- _Task description_
Search the data for the word "Borba" and copy every line where it occurs.

════

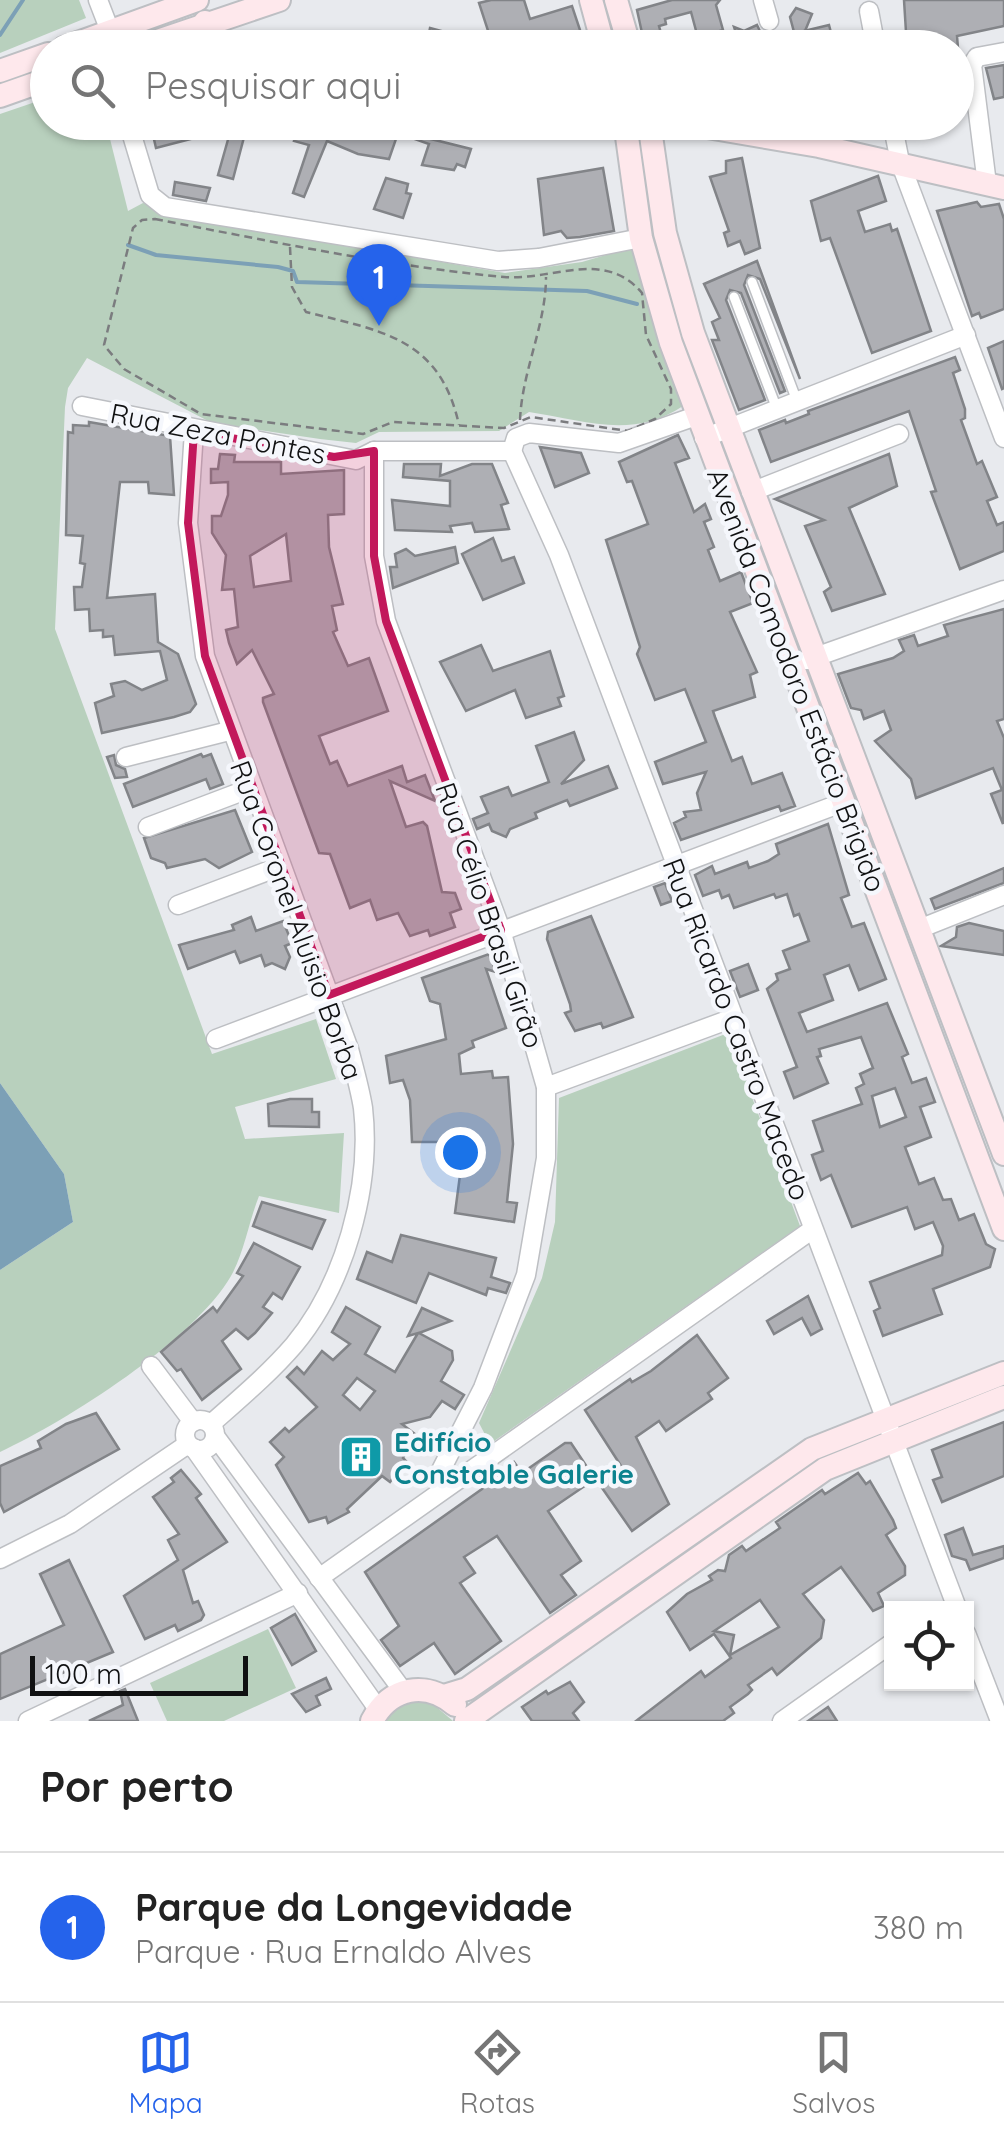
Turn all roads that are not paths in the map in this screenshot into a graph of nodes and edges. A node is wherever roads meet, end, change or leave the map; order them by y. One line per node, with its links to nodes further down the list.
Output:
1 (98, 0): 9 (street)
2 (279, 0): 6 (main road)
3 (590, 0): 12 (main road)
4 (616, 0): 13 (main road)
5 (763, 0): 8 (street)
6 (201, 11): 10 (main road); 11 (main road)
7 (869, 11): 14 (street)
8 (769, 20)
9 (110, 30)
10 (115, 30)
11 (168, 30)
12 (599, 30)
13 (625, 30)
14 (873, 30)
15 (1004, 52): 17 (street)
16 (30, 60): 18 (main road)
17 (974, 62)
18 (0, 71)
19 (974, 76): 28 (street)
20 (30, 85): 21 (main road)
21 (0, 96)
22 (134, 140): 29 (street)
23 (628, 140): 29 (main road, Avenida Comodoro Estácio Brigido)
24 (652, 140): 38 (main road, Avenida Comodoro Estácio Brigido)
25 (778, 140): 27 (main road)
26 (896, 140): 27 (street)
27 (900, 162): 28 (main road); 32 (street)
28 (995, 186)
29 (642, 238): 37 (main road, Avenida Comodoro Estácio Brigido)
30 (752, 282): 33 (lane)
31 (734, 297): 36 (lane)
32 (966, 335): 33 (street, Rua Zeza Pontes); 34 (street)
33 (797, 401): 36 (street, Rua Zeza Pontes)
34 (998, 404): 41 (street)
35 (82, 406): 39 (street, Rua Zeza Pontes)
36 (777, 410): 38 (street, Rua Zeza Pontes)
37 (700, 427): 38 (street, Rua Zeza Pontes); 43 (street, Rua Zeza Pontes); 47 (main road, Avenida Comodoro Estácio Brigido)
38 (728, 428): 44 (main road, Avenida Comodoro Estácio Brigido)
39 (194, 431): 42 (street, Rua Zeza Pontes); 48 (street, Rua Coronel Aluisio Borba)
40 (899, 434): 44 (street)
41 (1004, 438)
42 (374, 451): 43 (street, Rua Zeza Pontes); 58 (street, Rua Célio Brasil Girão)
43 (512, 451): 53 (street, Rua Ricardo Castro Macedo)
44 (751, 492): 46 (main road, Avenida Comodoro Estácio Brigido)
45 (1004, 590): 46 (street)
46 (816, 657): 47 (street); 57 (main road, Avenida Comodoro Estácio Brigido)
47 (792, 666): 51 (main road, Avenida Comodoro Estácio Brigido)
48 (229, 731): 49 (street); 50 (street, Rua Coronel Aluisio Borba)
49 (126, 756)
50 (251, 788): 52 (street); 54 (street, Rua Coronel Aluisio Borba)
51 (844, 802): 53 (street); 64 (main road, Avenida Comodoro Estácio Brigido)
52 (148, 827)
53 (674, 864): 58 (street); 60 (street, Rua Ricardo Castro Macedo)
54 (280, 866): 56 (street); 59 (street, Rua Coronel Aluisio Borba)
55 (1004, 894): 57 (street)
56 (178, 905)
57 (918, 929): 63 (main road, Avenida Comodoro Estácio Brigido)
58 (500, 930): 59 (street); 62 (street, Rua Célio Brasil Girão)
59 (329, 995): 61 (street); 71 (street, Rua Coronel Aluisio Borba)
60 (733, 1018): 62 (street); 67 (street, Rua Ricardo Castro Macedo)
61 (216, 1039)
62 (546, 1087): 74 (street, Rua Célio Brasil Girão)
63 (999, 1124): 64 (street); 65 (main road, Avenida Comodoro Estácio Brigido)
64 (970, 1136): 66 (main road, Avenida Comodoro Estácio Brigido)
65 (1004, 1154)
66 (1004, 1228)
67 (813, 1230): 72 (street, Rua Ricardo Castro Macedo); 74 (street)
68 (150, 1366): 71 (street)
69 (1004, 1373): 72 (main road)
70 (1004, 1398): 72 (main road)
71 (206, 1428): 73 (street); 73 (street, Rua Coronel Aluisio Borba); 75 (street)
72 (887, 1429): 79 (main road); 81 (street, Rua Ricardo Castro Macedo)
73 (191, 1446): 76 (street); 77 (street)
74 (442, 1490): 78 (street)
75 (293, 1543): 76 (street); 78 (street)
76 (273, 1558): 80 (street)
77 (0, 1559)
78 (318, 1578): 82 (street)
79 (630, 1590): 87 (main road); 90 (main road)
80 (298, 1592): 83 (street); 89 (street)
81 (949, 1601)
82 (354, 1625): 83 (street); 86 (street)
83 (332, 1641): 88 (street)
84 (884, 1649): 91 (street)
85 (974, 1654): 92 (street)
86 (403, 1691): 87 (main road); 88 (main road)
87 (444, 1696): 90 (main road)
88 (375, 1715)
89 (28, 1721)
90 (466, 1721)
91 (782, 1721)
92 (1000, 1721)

════

- _Result of the exercise_
39 (194, 431): 42 (street, Rua Zeza Pontes); 48 (street, Rua Coronel Aluisio Borba)
48 (229, 731): 49 (street); 50 (street, Rua Coronel Aluisio Borba)
50 (251, 788): 52 (street); 54 (street, Rua Coronel Aluisio Borba)
54 (280, 866): 56 (street); 59 (street, Rua Coronel Aluisio Borba)
59 (329, 995): 61 (street); 71 (street, Rua Coronel Aluisio Borba)
71 (206, 1428): 73 (street); 73 (street, Rua Coronel Aluisio Borba); 75 (street)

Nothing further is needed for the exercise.